One of the questions raised was about the latest unrest in Myanmar that has forced around one million Rohingya to flee their homes.
“It is very sad,” said the Dalai Lama who had called on his fellow Nobel Peace Prize recipient Aung San Suu Kyi to peacefully end the Rohingya crisis.
“Anyone, whether Buddhist or Muslim, who commits violence, is no longer a Buddhist or a Muslim," he said.
The two youths from Myanmar, one a Buddhist and the other a Muslim, shared their personal stories with the Dalai Lama and, since meeting on this special exchange, have vowed to take their diversity as a source of strength and contribute to making their home country a better place.
“I am a Rohingya, and my family is one of many Muslim families that were oppressed by the militarised government that ruled before the democratisation of Myanmar,” said Aung Kyaw Moe. “It was systematic discrimination. We couldn't get to proper schools, restrictions of movement, no proper access to health care and denied our identity and citizenship.
“They called us Bengali, meaning people of Bangladesh. The Burmese government systematically refused to accept us as part of the country by giving us this categorisation.”
After meeting the Dalai Lama, Aung says something inside of him moved.
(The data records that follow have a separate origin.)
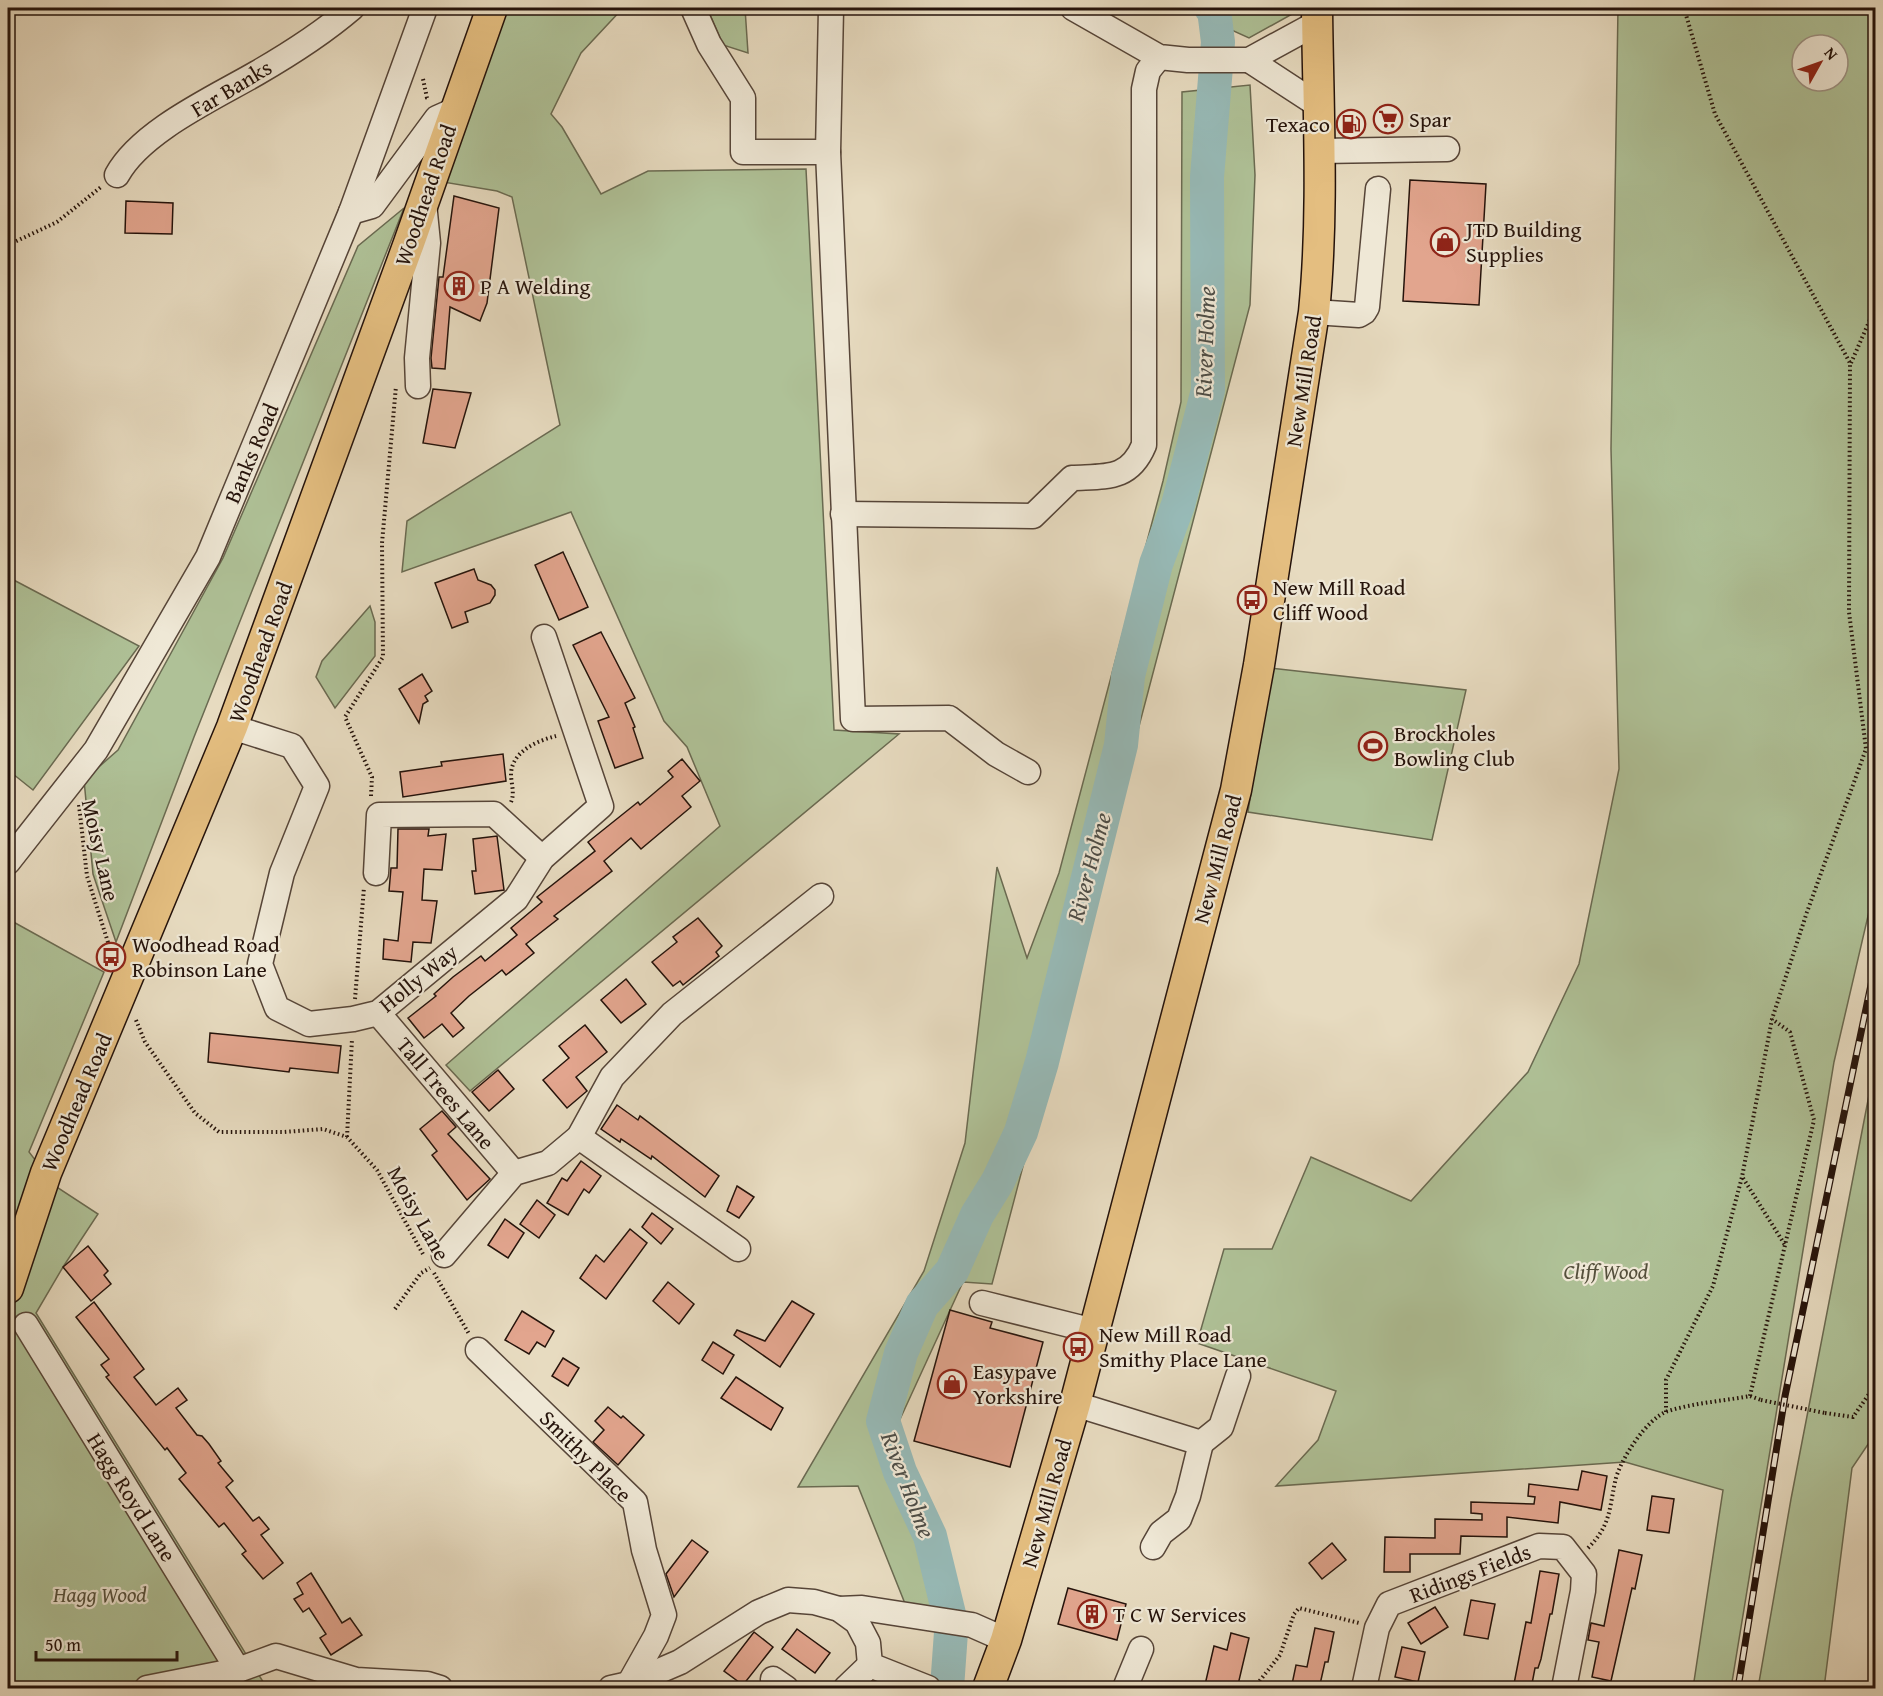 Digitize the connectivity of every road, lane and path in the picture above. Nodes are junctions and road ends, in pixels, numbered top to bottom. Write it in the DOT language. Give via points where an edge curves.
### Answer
graph roads {
  1 [pos="425,8"];
  2 [pos="492,8"];
  3 [pos="693,8"];
  4 [pos="833,8"];
  5 [pos="1073,8"];
  6 [pos="1684,8"];
  7 [pos="339,12"];
  8 [pos="1317,15"];
  9 [pos="1158,57"];
  10 [pos="1249,60"];
  11 [pos="1318,105"];
  12 [pos="455,110"];
  13 [pos="1448,149"];
  14 [pos="1320,151"];
  15 [pos="828,152"];
  16 [pos="117,175"];
  17 [pos="1378,189"];
  18 [pos="423,201"];
  19 [pos="351,212"];
  20 [pos="8,245"];
  21 [pos="1875,306"];
  22 [pos="1314,312"];
  23 [pos="1850,363"];
  24 [pos="418,386"];
  25 [pos="843,514"];
  26 [pos="382,543"];
  27 [pos="544,637"];
  28 [pos="232,727"];
  29 [pos="575,731"];
  30 [pos="1028,772"];
  31 [pos="67,786"];
  32 [pos="371,798"];
  33 [pos="494,814"];
  34 [pos="542,858"];
  35 [pos="8,862"];
  36 [pos="370,876"];
  37 [pos="821,896"];
  38 [pos="112,955"];
  39 [pos="121,997"];
  40 [pos="378,1013"];
  41 [pos="1772,1018"];
  42 [pos="353,1019"];
  43 [pos="347,1137"];
  44 [pos="579,1137"];
  45 [pos="514,1173"];
  46 [pos="1743,1178"];
  47 [pos="1785,1246"];
  48 [pos="738,1249"];
  49 [pos="437,1261"];
  50 [pos="8,1288"];
  51 [pos="982,1302"];
  52 [pos="395,1309"];
  53 [pos="26,1325"];
  54 [pos="1094,1331"];
  55 [pos="478,1350"];
  56 [pos="1238,1376"];
  57 [pos="1875,1384"];
  58 [pos="1749,1396"];
  59 [pos="1075,1404"];
  60 [pos="1666,1412"];
  61 [pos="1201,1443"];
  62 [pos="1153,1547"];
  63 [pos="1574,1561"];
  64 [pos="840,1609"];
  65 [pos="1377,1628"];
  66 [pos="1006,1640"];
  67 [pos="1141,1649"];
  68 [pos="870,1665"];
  69 [pos="238,1670"];
  70 [pos="620,1686"];
  71 [pos="928,1688"];
  72 [pos="147,1689"];
  73 [pos="440,1689"];
  74 [pos="846,1689"];
  75 [pos="988,1689"];
  76 [pos="1125,1689"];
  77 [pos="1254,1689"];
  78 [pos="1364,1689"];
  79 [pos="1564,1689"];
  1 -- 19 [label="street, Banks Road"];
  2 -- 12 [label="main road, Woodhead Road"];
  3 -- 15 [label="street" via="709,44 743,98 743,152"];
  4 -- 15 [label="street"];
  5 -- 9 [label="street"];
  6 -- 23 [label="path" via="1715,114"];
  7 -- 16 [label="street, Far Banks" via="259,72 168,125 123,163"];
  8 -- 10 [label="street"];
  8 -- 11 [label="main road, New Mill Road"];
  9 -- 10 [label="street"];
  9 -- 25 [label="street" via="1148,71 1144,89 1144,445 1138,458 1117,475 1072,478 1033,516"];
  10 -- 11 [label="street"];
  11 -- 14 [label="main road, New Mill Road"];
  12 -- 18 [label="main road, Woodhead Road"];
  12 -- 19 [label="street" via="437,118 372,206"];
  13 -- 14 [label="street"];
  14 -- 22 [label="main road, New Mill Road" via="1319,261"];
  15 -- 25 [label="street"];
  16 -- 20 [label="path" via="57,222"];
  17 -- 22 [label="street" via="1364,312"];
  18 -- 24 [label="street" via="428,243"];
  18 -- 28 [label="main road, Woodhead Road"];
  19 -- 31 [label="street, Banks Road" via="208,556 96,750"];
  21 -- 23 [label="path"];
  22 -- 54 [label="main road, New Mill Road" via="1236,790"];
  23 -- 41 [label="path" via="1849,612 1866,749"];
  25 -- 30 [label="street" via="853,719 949,718 996,754"];
  26 -- 32 [label="path" via="383,657 345,717 372,777"];
  27 -- 29 [label="street, Holly Way"];
  28 -- 39 [label="main road, Woodhead Road"];
  28 -- 42 [label="street, Holly Way" via="292,746 316,786 282,873 260,964 277,1008 309,1024"];
  29 -- 33 [label="path" via="532,744 516,759 511,771 513,798 508,808"];
  29 -- 34 [label="street, Holly Way" via="601,806"];
  31 -- 35 [label="street, Banks Road"];
  31 -- 38 [label="path, Moisy Lane" via="79,805 87,876"];
  33 -- 34 [label="street"];
  33 -- 36 [label="street" via="379,815"];
  34 -- 40 [label="street, Holly Way" via="516,899"];
  36 -- 42 [label="path"];
  37 -- 44 [label="street" via="672,1014 612,1077"];
  39 -- 43 [label="path" via="132,1011 145,1042 195,1113 219,1132 323,1129"];
  39 -- 50 [label="main road, Woodhead Road" via="46,1173"];
  40 -- 42 [label="street, Holly Way"];
  40 -- 45 [label="street, Tall Trees Lane"];
  41 -- 46 [label="path"];
  41 -- 47 [label="path" via="1790,1032 1814,1120"];
  42 -- 43 [label="path"];
  43 -- 49 [label="path, Moisy Lane" via="377,1170"];
  44 -- 45 [label="street" via="548,1163"];
  44 -- 48 [label="street"];
  45 -- 49 [label="street"];
  46 -- 47 [label="path"];
  46 -- 60 [label="path" via="1713,1286 1666,1380"];
  47 -- 58 [label="path"];
  49 -- 52 [label="path" via="421,1273"];
  49 -- 55 [label="path, Moisy Lane"];
  51 -- 54 [label="street"];
  53 -- 69 [label="street, Hagg Royd Lane"];
  54 -- 59 [label="main road, New Mill Road"];
  55 -- 70 [label="street, Smithy Place" via="635,1502 644,1550 664,1615 656,1636"];
  56 -- 61 [label="street" via="1236,1406 1221,1427"];
  57 -- 58 [label="path, bridge" via="1853,1417"];
  58 -- 60 [label="path"];
  59 -- 61 [label="street"];
  59 -- 66 [label="main road, New Mill Road"];
  60 -- 63 [label="path" via="1638,1436 1617,1473 1606,1525"];
  61 -- 62 [label="street" via="1179,1519 1161,1533"];
  63 -- 65 [label="street, Ridings Fields" via="1563,1547 1539,1546 1389,1604"];
  63 -- 79 [label="street" via="1584,1574 1583,1591"];
  64 -- 66 [label="street" via="862,1608 972,1625"];
  64 -- 68 [label="street" via="857,1622 868,1643"];
  64 -- 70 [label="street" via="788,1600 759,1612 680,1662"];
  65 -- 77 [label="path" via="1299,1608 1280,1655"];
  65 -- 78 [label="street, Ridings Fields"];
  66 -- 75 [label="main road, New Mill Road"];
  67 -- 76 [label="street"];
  68 -- 71 [label="street"];
  68 -- 74 [label="street"];
  69 -- 72 [label="street"];
  69 -- 73 [label="street" via="276,1656 356,1680 427,1684"];
}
“I am a nonviolent movement activist, and this vision came from the Dalai Lama directly by reading his books and listening to his speeches,” he said. “He opened his heart to me, and I had expected that he would be so compassionate and kind, and yet, the meeting went beyond my expectations.”
As for Tin Maung Htwe, a Buddhist from Myanmar, he said meeting the Dalai Lama was like talking to his father.
“It was like a father and son, teacher and student. I felt part of his family,” he said. “I love his innocent and joyous mannerism. He inspires me to avoid using labels like majority and minority and to become a humanist. To focus on the oneness of us all.”
As for the ongoing crisis back home, he said: “Muslims and Buddhists have a common enemy, and that is the militarised influence. We are a new democracy and we want to grow."
Like all the youths after meeting the Dalai Lama, the importance of having love and compassion at the core of their being to move forward resonated with them as well as the importance of education and conviction to continue doing the right thing when faced with challenges.
“We have very few global icons for peace,” said Nancy Lindborg, president of US Institute of Peace, a non-partisan organisation set up in 1984 by Congress.
“When I met His Holiness the Dalai Lama back in 2015, he was talking about his vision for this century, a century without violent conflict. Our vision at USIP is also a world without violent conflict, and this alignment of visions sparked an idea that we should have a deeper partnership on how to make this common vision come alive,” she said.
That was how this special youth programme dedicated to the pursuit of peace was born.
“We live in a multi-polar multi stakeholder world, and have to build peace from the ground up. Not only from the top down,” she said. “That is why we are focusing on the youth, and together with the Dalai Lama we agree that this next generation will be essential for breaking the cycles of violence.”
Hastiar Sheikhani, from the Kurdistan region of Iraq, is one of last year’s youths that met the Dalai Lama, and came back this year as a mentor for the new team, an example of the rippling effect of the programme.
“The amount of motivation this programme gave me, was enough me for to start an NGO myself called the Middle East Sustainable Peace Organisation,” he said. “I felt responsible for delivering this great message of peace to my people as last year I was the only representative of the Kurdish people of Iraq.”
As the people brought their problems to the 82-year-old Dalai Lama, took photos with him, shared a lunch, held his hand and laughed, they were left with many messages to think about.
“It is now up to you. You are all the seed of change,” said the Dalai Lama. “Go back to your countries, go to the world as new Dalai Lamas."